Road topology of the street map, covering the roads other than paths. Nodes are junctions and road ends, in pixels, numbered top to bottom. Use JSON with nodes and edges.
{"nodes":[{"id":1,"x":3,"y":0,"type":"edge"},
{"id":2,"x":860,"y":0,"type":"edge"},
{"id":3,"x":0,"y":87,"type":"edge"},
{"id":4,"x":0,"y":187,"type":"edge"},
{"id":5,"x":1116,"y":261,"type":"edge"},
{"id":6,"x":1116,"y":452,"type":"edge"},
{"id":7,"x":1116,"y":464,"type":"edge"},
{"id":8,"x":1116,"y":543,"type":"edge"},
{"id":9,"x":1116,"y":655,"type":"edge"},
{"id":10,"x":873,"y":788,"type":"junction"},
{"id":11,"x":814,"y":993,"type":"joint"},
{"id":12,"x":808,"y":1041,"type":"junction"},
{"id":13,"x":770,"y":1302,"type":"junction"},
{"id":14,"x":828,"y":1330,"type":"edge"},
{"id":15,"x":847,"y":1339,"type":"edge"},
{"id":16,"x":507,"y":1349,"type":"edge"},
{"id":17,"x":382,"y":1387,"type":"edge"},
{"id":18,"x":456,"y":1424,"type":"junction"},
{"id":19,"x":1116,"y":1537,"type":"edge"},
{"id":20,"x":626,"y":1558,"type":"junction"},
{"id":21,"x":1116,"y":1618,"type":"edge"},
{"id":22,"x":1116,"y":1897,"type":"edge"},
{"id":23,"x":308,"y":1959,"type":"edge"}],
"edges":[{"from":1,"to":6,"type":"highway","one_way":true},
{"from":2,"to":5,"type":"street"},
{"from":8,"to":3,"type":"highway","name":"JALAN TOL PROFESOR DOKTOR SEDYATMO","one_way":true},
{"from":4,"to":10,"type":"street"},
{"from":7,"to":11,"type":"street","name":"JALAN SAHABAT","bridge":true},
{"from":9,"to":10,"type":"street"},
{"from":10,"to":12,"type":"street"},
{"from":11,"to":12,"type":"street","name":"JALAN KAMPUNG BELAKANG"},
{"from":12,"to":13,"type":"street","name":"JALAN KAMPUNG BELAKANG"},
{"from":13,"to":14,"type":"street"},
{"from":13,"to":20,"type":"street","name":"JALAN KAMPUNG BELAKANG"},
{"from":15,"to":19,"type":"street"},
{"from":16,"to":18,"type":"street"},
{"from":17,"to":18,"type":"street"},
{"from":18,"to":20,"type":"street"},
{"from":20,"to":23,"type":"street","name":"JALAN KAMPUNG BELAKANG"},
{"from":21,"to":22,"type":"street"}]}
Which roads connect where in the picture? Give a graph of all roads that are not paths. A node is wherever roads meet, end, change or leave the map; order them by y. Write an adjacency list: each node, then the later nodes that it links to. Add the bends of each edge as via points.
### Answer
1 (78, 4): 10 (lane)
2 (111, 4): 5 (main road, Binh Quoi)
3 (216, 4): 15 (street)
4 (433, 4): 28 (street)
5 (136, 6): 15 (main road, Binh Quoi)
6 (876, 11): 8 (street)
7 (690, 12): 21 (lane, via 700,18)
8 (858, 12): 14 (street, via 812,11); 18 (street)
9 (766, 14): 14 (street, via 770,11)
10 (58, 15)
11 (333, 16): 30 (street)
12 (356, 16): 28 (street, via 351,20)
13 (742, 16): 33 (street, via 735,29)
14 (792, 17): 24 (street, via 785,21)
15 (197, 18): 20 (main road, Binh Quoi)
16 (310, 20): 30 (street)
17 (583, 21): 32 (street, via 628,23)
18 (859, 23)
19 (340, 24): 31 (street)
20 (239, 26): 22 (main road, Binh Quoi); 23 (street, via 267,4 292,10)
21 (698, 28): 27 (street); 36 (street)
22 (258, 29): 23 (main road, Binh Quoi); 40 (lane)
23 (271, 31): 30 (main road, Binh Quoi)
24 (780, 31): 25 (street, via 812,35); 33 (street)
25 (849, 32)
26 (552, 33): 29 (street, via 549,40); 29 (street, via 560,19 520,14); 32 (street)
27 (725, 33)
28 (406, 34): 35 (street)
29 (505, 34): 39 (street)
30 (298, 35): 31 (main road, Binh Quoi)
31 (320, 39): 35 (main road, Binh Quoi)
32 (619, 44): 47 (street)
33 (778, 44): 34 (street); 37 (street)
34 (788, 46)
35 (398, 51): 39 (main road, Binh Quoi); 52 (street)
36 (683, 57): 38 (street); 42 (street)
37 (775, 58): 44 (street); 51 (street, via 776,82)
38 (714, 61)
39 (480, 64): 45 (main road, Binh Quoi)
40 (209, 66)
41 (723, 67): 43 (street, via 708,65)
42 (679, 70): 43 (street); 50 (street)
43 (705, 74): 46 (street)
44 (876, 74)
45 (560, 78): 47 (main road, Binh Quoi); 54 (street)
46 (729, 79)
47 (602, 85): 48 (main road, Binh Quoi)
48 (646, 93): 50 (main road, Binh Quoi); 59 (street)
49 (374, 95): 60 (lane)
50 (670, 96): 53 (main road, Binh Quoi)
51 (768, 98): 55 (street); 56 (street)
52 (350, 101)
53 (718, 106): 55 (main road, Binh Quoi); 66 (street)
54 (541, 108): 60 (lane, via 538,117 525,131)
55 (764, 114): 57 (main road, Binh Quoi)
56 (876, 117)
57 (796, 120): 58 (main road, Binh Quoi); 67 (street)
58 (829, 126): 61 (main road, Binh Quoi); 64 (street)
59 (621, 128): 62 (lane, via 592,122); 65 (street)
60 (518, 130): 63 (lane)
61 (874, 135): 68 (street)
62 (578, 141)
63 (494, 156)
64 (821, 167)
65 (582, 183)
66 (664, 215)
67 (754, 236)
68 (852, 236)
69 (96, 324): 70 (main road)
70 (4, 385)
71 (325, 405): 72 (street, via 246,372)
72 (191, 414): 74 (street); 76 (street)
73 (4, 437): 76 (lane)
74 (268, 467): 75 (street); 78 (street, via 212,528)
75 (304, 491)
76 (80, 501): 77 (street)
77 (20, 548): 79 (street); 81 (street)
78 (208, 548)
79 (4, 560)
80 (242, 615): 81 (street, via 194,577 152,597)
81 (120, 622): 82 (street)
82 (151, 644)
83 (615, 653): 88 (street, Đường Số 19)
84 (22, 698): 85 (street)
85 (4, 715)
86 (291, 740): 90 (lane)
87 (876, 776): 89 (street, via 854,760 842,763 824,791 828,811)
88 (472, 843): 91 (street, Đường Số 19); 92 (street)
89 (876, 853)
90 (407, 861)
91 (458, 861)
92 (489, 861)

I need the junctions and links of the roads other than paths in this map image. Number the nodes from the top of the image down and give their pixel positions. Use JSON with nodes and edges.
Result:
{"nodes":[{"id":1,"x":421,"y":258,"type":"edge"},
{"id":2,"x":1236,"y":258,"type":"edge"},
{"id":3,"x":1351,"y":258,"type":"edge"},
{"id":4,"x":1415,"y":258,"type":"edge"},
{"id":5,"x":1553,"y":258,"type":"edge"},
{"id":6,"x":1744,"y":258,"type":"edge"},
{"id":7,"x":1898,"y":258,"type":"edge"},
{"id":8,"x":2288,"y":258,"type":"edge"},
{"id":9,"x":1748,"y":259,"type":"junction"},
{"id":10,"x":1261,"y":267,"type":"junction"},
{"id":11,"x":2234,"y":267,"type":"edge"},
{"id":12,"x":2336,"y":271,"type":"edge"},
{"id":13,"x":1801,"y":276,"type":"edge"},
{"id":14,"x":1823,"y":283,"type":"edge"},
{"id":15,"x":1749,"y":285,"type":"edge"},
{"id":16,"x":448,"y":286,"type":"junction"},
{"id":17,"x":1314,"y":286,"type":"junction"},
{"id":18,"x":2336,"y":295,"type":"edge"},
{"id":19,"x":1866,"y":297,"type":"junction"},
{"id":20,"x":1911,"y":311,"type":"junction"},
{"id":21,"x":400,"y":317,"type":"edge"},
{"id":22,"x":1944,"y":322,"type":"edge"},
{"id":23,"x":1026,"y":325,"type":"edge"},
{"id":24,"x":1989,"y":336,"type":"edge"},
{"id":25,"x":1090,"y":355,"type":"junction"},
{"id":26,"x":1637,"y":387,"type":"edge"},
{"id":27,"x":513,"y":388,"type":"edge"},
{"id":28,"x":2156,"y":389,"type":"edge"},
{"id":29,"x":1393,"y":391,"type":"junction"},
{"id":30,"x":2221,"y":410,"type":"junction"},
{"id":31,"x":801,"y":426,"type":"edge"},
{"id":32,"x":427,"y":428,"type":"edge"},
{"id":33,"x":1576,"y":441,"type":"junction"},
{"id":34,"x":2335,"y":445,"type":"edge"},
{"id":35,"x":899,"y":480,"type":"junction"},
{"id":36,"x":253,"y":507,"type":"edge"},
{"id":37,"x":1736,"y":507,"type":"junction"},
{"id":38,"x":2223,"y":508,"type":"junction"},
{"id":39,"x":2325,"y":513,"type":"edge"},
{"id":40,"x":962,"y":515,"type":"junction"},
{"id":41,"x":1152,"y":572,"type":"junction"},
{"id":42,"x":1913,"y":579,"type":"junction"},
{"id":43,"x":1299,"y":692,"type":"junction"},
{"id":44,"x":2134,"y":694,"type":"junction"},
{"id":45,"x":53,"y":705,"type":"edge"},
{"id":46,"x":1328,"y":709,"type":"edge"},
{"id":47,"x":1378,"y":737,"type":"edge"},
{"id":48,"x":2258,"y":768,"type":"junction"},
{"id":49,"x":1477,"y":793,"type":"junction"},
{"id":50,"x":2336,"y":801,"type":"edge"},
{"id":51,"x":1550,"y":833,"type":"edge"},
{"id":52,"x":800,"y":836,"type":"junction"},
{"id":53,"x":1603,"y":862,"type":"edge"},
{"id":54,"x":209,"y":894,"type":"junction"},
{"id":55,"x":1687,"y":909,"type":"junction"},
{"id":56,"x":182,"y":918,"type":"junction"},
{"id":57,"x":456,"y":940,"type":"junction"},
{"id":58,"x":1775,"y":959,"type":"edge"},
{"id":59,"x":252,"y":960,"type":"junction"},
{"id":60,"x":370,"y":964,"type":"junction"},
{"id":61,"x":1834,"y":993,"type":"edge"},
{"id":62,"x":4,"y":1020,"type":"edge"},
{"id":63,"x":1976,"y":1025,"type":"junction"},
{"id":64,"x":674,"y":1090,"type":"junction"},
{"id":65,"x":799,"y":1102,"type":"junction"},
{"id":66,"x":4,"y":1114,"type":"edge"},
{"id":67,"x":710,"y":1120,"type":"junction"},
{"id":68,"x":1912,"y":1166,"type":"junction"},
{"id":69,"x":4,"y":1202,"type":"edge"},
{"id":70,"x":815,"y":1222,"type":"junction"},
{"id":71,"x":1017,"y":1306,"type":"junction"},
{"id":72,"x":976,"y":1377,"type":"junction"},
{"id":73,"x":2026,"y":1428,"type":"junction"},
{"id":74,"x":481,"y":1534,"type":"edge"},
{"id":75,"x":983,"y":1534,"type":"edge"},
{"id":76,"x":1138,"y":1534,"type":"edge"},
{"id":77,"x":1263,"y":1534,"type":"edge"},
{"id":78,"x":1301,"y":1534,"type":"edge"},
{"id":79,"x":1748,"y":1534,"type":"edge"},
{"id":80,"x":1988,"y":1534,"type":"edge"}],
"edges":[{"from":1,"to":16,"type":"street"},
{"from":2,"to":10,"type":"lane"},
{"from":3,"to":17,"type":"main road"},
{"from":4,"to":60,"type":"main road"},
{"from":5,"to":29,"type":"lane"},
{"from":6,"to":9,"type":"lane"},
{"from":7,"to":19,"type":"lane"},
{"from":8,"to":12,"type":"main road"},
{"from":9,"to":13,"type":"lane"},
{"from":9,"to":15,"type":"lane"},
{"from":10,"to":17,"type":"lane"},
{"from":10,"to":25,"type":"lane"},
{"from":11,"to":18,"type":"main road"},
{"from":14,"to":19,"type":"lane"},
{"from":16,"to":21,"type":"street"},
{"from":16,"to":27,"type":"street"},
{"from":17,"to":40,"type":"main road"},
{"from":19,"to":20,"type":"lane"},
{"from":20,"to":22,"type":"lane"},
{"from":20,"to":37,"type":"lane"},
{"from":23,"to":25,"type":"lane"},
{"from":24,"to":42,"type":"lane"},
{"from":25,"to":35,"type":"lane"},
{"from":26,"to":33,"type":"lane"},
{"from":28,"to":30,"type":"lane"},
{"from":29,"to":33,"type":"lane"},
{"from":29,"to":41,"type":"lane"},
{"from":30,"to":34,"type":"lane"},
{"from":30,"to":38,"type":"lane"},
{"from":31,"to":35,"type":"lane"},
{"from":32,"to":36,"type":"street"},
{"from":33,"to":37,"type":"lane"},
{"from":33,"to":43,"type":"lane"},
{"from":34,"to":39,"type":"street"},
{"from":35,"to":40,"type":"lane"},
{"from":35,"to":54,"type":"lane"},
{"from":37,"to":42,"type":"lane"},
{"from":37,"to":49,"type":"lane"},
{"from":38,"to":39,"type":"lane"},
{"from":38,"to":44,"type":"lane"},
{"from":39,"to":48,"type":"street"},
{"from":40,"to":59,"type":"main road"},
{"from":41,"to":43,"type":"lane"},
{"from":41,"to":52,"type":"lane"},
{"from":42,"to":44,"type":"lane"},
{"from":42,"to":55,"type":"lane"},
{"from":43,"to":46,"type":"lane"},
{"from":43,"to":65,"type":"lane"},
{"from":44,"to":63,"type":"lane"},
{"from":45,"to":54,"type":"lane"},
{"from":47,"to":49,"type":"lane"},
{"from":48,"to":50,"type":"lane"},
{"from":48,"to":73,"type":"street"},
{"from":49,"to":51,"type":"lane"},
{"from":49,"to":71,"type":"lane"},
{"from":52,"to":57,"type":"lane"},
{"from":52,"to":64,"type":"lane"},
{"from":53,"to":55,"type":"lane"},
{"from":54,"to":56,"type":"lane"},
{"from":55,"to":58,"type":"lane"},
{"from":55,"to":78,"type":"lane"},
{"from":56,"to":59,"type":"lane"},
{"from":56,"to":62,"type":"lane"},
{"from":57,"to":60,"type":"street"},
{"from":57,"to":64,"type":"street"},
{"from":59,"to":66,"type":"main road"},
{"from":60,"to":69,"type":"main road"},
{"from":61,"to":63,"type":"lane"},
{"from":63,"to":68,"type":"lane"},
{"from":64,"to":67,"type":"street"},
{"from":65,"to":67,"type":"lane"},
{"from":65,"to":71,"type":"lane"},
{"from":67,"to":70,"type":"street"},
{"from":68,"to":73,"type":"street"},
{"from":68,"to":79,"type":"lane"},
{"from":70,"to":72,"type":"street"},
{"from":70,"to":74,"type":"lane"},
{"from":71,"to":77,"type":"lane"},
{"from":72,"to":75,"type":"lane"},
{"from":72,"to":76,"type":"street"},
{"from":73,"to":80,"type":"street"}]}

▸ TASK DESCRIPTION
The answer should be nothing but the number of lines in this data that include "other".

▸ FINAL ANSWER
2